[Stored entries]
-- Opening Marker --

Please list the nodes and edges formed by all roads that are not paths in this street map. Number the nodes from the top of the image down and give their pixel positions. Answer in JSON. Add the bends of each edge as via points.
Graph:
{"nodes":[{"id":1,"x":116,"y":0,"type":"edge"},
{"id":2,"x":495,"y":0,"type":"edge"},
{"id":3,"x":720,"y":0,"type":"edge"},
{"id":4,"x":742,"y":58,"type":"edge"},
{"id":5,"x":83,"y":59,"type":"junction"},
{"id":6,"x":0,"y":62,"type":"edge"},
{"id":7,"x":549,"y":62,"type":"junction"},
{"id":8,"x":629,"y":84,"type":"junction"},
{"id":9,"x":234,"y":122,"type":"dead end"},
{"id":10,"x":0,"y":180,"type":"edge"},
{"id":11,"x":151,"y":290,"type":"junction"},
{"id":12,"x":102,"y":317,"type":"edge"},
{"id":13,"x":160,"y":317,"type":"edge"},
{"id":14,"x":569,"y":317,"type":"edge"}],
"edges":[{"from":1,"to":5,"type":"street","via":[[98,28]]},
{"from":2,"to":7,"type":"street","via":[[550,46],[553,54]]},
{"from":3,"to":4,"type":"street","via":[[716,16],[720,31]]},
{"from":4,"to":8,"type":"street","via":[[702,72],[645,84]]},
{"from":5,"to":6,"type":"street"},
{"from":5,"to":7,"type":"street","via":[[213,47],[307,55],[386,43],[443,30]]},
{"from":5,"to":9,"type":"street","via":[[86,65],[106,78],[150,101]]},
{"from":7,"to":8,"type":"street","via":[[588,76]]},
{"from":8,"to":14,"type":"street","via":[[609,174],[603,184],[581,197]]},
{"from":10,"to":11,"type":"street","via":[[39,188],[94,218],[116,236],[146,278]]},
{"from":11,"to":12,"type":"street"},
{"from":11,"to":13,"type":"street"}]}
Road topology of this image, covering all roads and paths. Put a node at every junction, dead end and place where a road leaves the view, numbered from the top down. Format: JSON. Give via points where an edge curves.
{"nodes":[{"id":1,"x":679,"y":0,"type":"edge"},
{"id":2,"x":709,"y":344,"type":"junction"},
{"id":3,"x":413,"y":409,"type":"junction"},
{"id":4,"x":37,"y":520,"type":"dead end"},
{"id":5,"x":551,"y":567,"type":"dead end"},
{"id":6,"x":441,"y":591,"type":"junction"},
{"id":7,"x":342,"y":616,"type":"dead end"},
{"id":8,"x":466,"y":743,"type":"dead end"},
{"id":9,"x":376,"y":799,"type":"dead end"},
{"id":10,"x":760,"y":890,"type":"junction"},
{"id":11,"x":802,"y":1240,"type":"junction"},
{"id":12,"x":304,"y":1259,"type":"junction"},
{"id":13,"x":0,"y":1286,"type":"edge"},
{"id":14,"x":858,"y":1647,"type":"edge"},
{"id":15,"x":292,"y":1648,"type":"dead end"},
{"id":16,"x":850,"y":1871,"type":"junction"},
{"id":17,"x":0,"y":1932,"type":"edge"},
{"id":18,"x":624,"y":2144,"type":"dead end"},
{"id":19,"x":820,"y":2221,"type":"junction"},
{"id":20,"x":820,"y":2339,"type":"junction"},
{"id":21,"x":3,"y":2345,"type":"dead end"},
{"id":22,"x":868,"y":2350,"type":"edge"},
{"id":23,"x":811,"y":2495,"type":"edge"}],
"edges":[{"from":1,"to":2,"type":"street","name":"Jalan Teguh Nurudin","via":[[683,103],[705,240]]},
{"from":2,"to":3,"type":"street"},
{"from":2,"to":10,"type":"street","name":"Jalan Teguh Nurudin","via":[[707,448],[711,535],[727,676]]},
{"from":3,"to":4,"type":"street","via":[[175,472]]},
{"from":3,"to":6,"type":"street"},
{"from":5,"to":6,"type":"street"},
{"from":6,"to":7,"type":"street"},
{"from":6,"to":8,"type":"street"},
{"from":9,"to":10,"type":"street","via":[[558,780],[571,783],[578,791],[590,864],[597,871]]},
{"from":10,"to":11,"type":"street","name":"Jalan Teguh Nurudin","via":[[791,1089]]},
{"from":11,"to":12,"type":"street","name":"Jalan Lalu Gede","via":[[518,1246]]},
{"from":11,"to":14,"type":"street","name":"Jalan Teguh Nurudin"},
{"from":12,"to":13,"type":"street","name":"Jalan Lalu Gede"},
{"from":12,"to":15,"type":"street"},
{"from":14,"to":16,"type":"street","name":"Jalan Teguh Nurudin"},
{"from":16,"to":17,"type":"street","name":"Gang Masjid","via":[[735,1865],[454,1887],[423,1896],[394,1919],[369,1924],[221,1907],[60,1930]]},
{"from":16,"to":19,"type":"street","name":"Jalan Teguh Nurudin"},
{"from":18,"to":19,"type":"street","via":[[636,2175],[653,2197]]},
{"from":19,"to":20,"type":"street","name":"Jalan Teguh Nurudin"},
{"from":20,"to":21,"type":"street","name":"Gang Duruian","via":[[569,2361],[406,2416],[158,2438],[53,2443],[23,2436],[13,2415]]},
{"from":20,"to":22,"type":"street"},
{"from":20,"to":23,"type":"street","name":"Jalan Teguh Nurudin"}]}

-- Closing Marker --
-- Opening Marker --

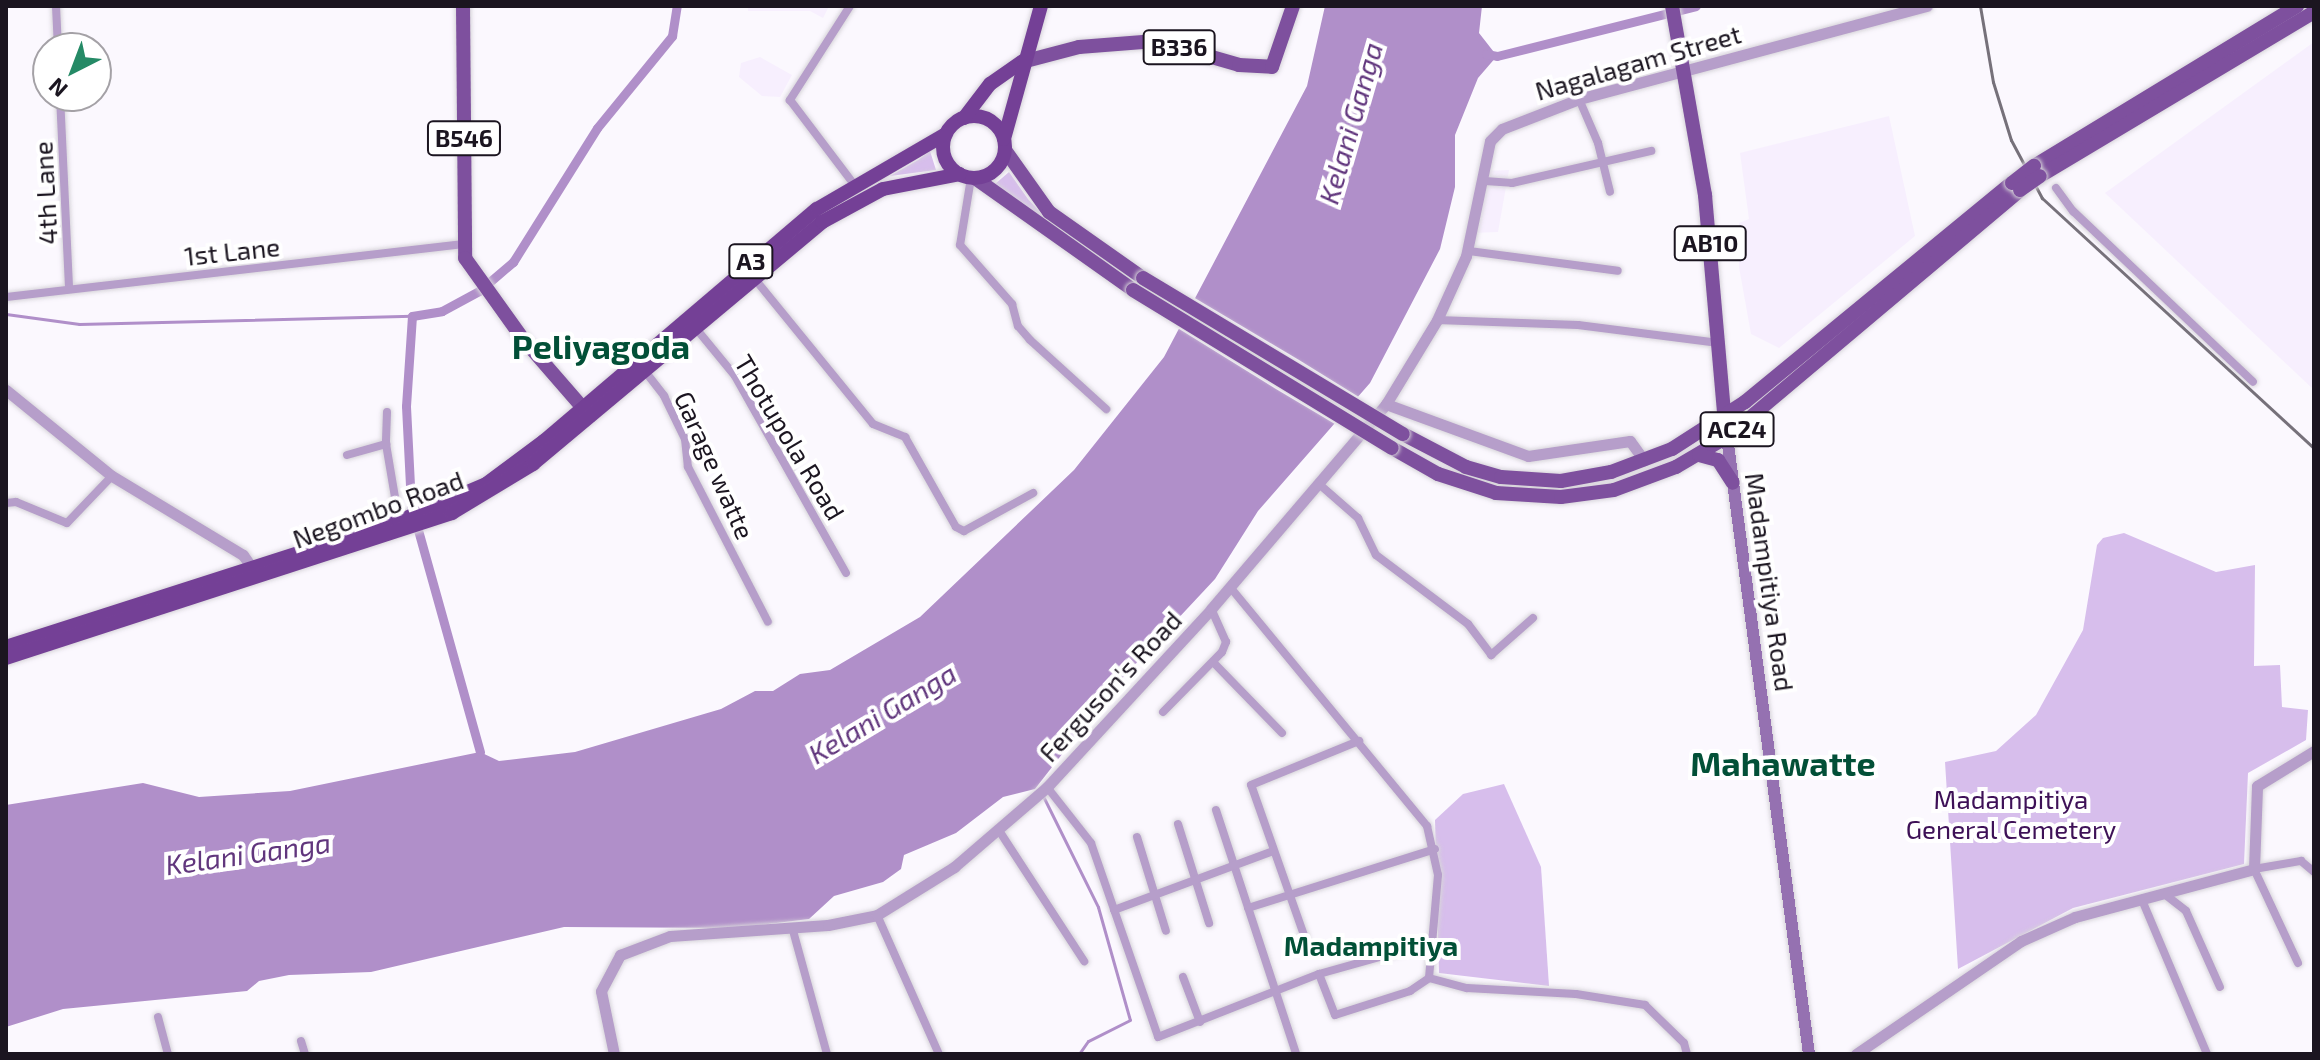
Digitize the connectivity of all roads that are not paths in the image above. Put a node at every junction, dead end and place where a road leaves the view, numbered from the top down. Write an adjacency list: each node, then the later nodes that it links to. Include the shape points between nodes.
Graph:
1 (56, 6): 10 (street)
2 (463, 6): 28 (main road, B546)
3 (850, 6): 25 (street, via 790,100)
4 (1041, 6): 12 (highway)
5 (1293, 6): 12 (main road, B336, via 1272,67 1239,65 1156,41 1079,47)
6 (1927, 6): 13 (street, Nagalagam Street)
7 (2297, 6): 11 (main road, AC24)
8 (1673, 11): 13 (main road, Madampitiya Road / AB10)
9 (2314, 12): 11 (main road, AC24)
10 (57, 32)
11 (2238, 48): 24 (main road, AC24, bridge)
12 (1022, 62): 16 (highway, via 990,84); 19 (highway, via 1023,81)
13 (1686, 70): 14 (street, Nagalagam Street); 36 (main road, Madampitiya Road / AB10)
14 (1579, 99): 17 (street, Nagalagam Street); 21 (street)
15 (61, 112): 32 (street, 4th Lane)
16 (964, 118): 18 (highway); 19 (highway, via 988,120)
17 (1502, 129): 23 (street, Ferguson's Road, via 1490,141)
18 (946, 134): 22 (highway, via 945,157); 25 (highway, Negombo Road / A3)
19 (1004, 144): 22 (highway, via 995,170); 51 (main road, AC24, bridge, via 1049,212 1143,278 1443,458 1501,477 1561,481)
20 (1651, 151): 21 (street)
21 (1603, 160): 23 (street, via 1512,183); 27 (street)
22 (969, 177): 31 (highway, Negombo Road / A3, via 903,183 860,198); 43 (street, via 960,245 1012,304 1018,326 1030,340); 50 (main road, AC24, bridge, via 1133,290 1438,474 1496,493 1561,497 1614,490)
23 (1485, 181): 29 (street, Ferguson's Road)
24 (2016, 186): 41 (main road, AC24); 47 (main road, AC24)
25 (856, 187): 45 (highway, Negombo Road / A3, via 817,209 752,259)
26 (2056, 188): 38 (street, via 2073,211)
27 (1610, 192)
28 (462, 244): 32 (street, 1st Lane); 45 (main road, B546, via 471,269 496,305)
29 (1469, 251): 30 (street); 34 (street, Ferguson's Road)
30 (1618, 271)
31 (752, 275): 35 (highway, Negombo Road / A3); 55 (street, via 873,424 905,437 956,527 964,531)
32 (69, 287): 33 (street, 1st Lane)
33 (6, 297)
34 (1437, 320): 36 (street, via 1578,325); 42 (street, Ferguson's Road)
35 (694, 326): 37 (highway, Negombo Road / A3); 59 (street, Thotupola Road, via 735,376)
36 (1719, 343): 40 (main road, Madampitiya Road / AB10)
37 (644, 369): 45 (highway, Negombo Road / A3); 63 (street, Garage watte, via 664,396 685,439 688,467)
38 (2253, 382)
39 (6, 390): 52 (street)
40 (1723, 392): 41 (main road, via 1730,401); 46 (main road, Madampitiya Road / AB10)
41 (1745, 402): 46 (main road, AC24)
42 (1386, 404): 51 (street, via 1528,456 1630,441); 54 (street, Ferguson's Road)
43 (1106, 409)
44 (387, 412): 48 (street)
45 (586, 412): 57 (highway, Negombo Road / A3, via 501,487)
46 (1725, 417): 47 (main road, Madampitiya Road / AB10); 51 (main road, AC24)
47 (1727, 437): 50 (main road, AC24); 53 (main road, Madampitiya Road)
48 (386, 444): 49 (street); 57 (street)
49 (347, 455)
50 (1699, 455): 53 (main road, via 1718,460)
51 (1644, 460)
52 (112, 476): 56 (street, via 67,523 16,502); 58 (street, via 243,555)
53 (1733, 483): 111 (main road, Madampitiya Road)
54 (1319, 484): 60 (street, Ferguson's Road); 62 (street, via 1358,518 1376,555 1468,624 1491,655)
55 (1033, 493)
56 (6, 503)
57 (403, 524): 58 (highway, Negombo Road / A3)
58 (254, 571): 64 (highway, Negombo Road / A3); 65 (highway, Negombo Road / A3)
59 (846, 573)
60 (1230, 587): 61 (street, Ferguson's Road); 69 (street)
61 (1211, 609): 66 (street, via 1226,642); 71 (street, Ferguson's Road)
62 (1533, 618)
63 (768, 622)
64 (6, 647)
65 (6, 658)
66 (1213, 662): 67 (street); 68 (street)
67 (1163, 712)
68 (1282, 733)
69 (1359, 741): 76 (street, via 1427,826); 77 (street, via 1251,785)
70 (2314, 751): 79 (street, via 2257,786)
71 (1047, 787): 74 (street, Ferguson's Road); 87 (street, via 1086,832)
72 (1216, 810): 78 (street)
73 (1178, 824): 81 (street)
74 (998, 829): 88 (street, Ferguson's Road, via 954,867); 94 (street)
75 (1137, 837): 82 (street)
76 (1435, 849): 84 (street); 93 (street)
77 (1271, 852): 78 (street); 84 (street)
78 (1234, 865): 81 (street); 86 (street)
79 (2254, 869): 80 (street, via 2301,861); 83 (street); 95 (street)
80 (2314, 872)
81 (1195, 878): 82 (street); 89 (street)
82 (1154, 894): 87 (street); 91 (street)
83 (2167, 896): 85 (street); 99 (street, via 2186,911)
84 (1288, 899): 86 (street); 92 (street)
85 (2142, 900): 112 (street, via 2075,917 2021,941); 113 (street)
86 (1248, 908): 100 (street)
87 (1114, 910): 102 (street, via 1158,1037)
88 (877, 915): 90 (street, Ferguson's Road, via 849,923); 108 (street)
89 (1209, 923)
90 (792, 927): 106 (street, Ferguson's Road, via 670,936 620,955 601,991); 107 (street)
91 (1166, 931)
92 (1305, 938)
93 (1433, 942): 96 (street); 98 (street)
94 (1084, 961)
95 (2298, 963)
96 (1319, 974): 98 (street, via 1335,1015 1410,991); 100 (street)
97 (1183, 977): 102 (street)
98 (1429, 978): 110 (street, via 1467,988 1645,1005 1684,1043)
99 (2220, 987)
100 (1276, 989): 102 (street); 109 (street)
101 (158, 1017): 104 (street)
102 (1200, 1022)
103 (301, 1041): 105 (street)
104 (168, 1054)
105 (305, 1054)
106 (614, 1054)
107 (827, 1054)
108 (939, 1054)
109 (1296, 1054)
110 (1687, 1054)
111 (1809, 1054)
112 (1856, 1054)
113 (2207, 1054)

-- Closing Marker --

Among the lines of the data, identify those with the word "Ferguson". Copy each of them.

→ Exercise solution:
17 (1502, 129): 23 (street, Ferguson's Road, via 1490,141)
23 (1485, 181): 29 (street, Ferguson's Road)
29 (1469, 251): 30 (street); 34 (street, Ferguson's Road)
34 (1437, 320): 36 (street, via 1578,325); 42 (street, Ferguson's Road)
42 (1386, 404): 51 (street, via 1528,456 1630,441); 54 (street, Ferguson's Road)
54 (1319, 484): 60 (street, Ferguson's Road); 62 (street, via 1358,518 1376,555 1468,624 1491,655)
60 (1230, 587): 61 (street, Ferguson's Road); 69 (street)
61 (1211, 609): 66 (street, via 1226,642); 71 (street, Ferguson's Road)
71 (1047, 787): 74 (street, Ferguson's Road); 87 (street, via 1086,832)
74 (998, 829): 88 (street, Ferguson's Road, via 954,867); 94 (street)
88 (877, 915): 90 (street, Ferguson's Road, via 849,923); 108 (street)
90 (792, 927): 106 (street, Ferguson's Road, via 670,936 620,955 601,991); 107 (street)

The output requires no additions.